◆ **Task**
Print the lines that run from the line with "thumb mcp: (1098, 1072)" to the line with "ring mcp: (1198, 998)", keeping both end lines, exactly as they appear in the entries below, and nothing else.

◆ **Provided material**
——

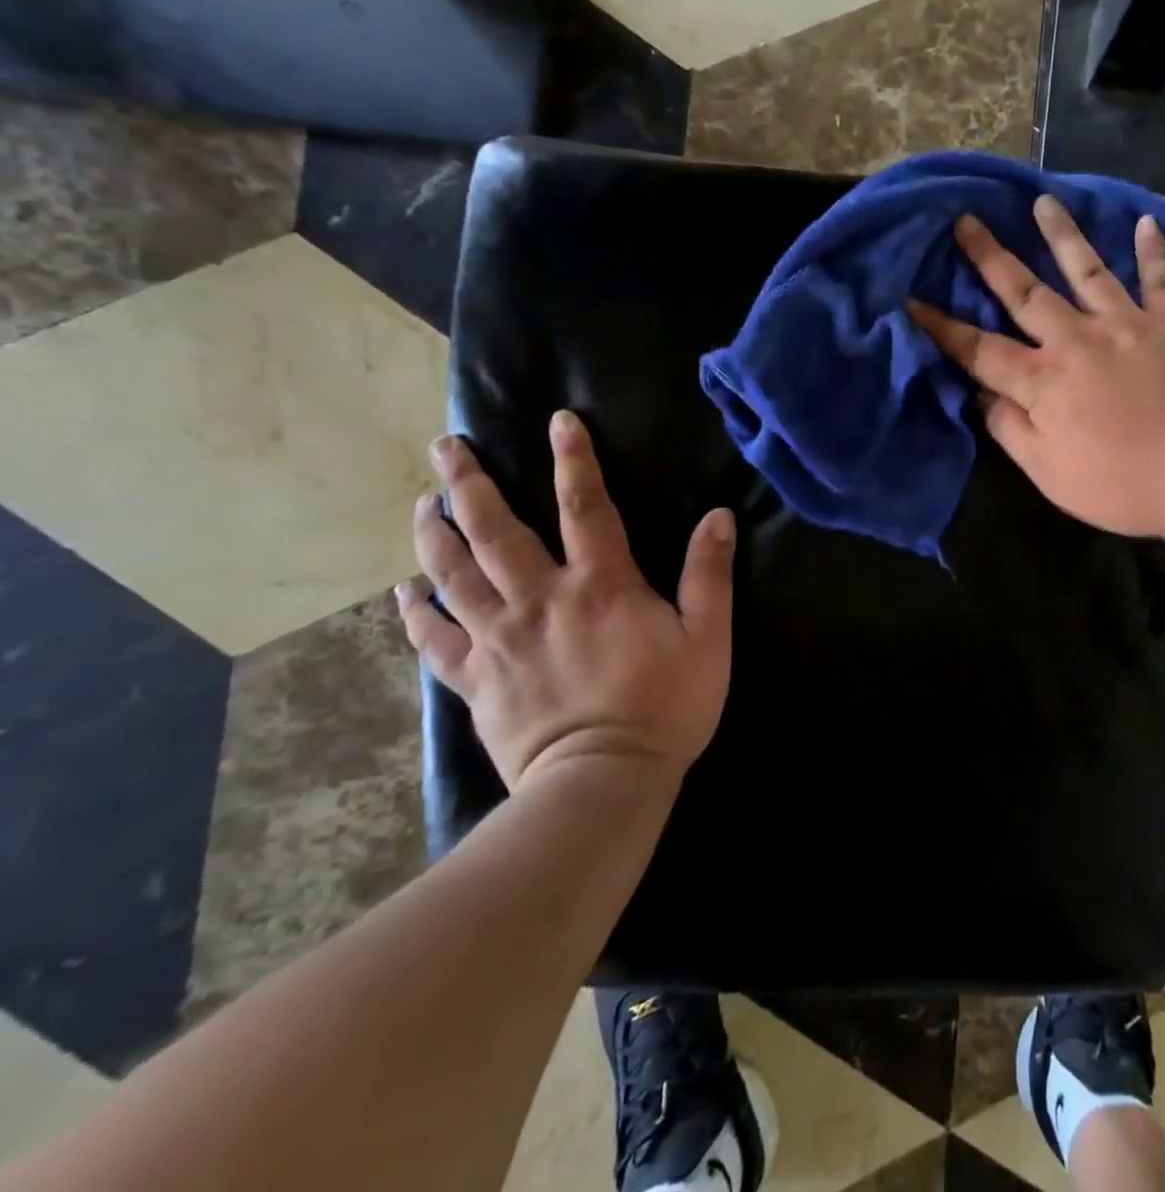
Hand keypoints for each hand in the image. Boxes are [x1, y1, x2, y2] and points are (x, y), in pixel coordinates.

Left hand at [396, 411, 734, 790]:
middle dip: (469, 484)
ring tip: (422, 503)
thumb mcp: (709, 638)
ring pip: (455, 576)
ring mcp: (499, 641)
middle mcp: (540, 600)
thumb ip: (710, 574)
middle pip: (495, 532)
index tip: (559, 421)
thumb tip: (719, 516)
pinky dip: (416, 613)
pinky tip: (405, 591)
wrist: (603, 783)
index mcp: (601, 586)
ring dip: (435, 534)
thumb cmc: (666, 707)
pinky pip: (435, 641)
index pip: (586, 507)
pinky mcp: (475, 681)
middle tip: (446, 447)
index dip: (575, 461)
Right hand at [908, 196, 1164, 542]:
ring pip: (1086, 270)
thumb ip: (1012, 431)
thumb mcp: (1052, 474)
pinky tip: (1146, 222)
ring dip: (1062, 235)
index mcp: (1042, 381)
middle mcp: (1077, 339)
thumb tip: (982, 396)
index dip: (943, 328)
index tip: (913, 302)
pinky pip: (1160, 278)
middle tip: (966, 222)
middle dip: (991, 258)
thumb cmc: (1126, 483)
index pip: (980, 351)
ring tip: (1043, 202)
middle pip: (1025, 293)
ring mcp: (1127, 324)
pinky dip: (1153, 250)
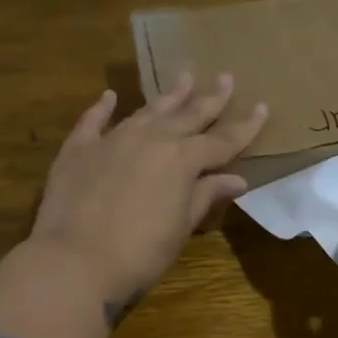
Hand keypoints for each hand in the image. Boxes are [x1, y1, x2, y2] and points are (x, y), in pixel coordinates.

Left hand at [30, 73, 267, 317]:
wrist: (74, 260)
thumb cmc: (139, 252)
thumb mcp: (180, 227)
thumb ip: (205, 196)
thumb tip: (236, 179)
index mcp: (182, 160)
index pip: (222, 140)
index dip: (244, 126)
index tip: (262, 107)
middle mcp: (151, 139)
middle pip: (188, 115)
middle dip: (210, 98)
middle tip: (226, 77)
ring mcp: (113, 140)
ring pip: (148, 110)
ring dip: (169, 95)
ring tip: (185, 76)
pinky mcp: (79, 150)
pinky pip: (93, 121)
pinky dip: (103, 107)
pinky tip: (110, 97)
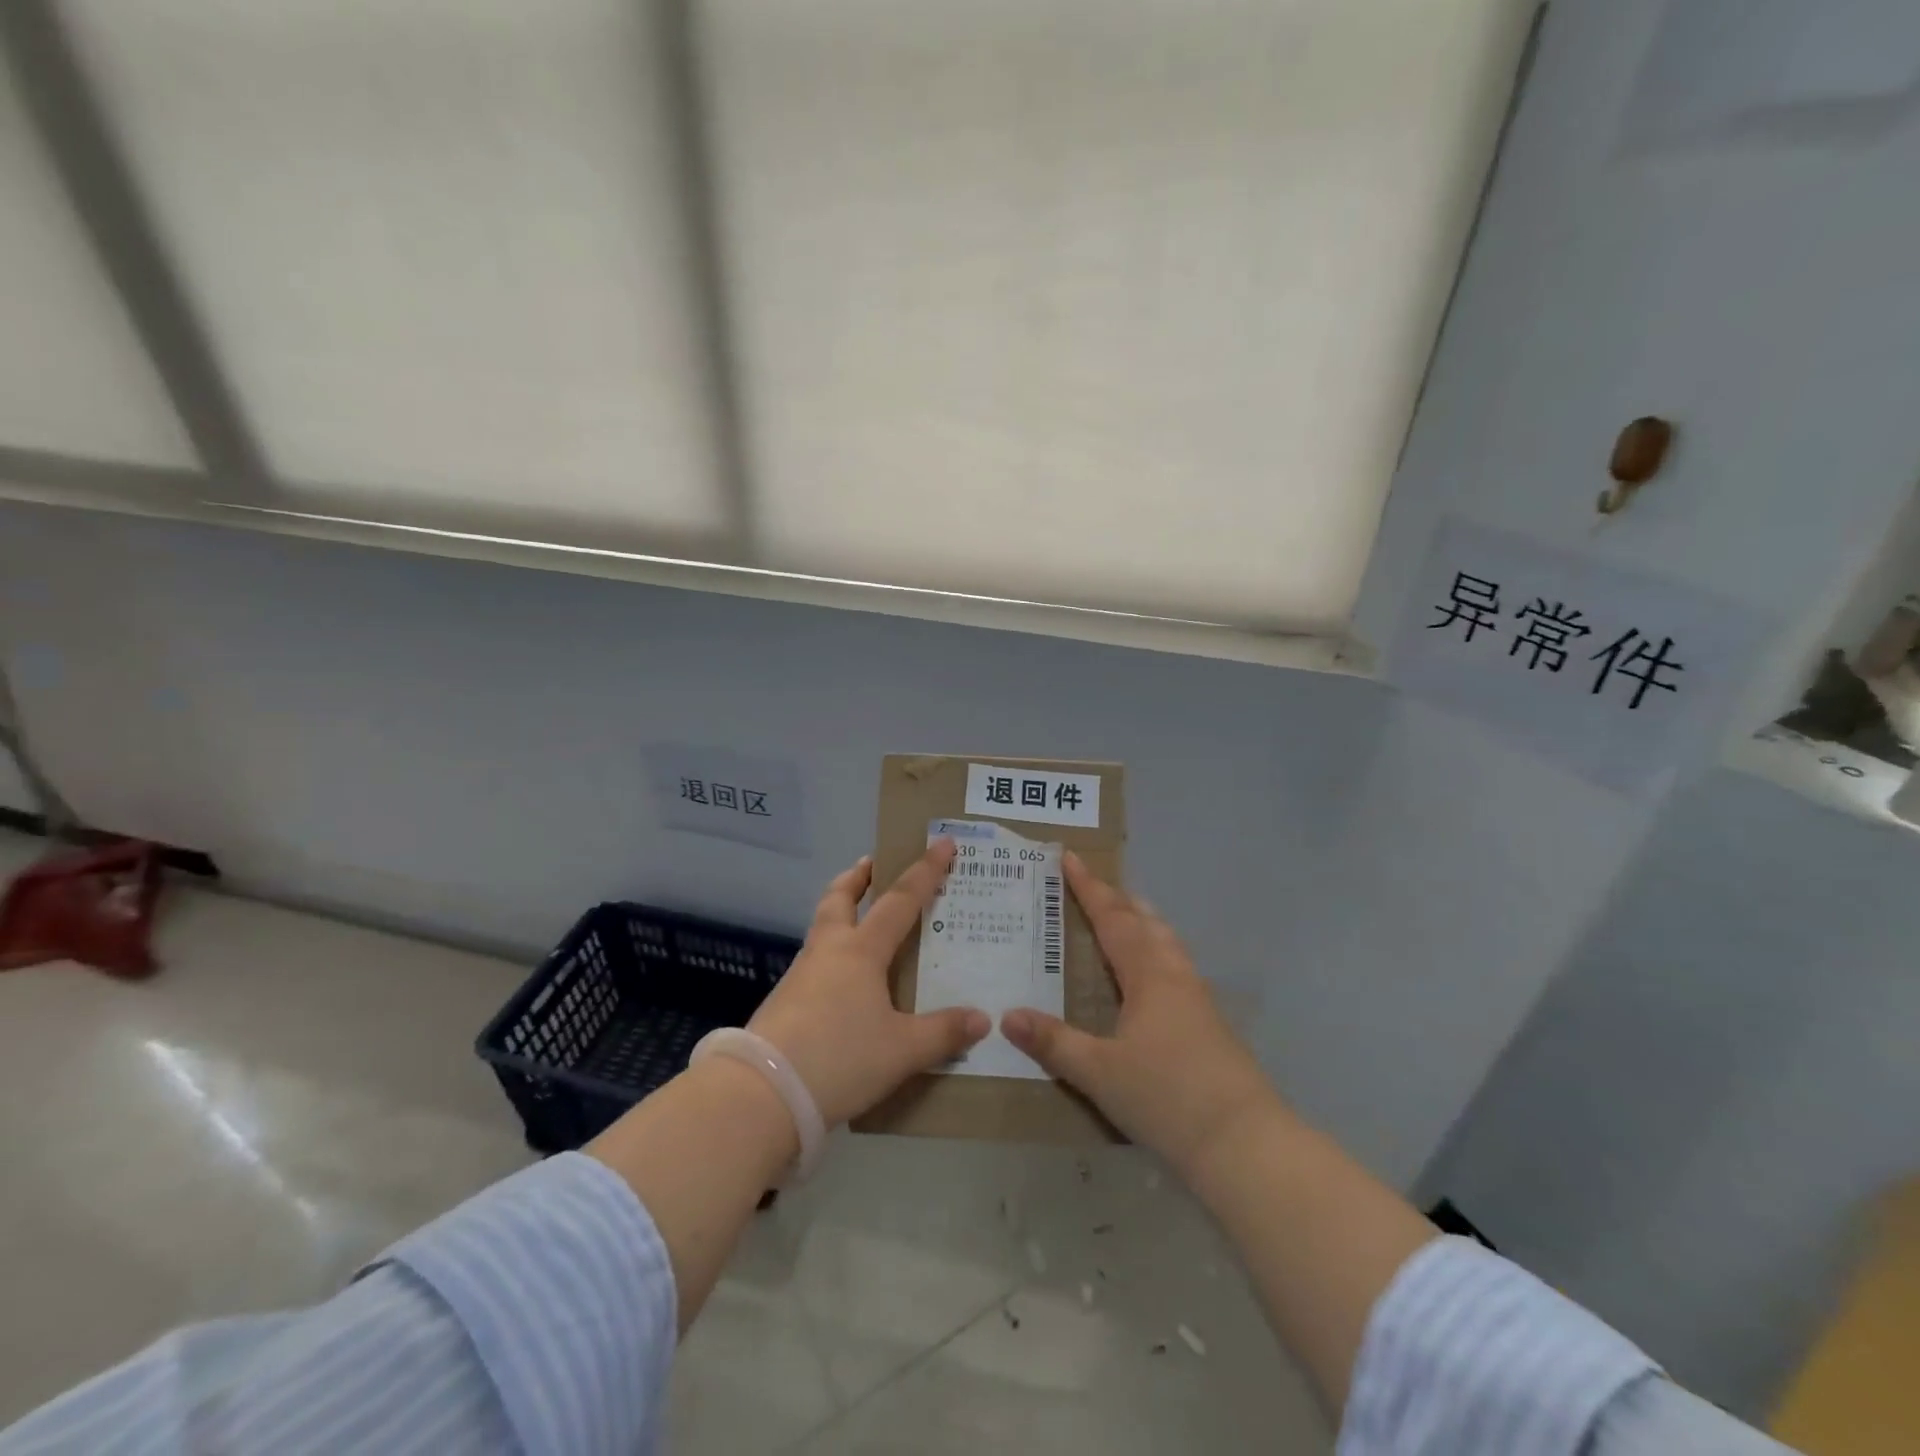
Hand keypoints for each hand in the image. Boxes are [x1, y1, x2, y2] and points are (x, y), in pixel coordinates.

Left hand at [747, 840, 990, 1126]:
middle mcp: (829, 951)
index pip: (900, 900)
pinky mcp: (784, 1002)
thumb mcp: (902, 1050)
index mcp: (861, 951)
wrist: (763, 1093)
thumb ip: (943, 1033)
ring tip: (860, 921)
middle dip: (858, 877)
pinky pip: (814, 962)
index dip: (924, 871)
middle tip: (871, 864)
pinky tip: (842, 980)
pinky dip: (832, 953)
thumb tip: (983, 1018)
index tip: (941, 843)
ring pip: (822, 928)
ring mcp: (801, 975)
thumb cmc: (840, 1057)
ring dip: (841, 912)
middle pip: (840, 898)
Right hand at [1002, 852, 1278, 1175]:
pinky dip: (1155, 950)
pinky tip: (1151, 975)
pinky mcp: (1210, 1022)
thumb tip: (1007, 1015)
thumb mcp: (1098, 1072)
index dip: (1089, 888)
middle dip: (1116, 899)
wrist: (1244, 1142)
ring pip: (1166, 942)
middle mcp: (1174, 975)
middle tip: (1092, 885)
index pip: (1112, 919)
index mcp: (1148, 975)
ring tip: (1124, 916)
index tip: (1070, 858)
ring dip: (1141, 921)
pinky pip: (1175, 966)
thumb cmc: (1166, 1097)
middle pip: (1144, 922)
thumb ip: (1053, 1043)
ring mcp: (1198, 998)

——

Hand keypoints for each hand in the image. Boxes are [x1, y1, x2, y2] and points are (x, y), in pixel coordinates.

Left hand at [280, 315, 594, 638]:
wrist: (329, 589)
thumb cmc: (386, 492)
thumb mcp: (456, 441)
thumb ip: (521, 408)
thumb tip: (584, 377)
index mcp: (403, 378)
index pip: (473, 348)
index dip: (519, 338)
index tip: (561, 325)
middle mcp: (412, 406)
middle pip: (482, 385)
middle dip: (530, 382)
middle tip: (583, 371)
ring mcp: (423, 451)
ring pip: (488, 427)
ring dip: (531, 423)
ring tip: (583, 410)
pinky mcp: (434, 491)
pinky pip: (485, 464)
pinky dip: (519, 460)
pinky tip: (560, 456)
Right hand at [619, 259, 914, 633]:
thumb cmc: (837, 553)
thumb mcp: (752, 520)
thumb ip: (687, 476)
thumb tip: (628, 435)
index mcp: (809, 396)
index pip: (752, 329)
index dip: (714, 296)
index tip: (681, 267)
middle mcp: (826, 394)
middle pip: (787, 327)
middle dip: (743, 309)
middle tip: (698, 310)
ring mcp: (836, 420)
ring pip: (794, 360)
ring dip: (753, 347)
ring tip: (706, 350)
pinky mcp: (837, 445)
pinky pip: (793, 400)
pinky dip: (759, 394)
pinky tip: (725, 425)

——

◆ **Reply**
thumb mcp: (1098, 1072)
index dip: (1089, 888)
middle dip: (1116, 899)
wrist: (1244, 1142)
ring pip: (1166, 942)
middle mcp: (1174, 975)
middle tip: (1092, 885)
index pip: (1112, 919)
index mcp: (1148, 975)
ring tip: (1124, 916)
index tip: (1070, 858)
ring dip: (1141, 921)
pinky pip: (1175, 966)
thumb cmc: (1166, 1097)
middle pip: (1144, 922)
thumb ip: (1053, 1043)
ring mcp: (1198, 998)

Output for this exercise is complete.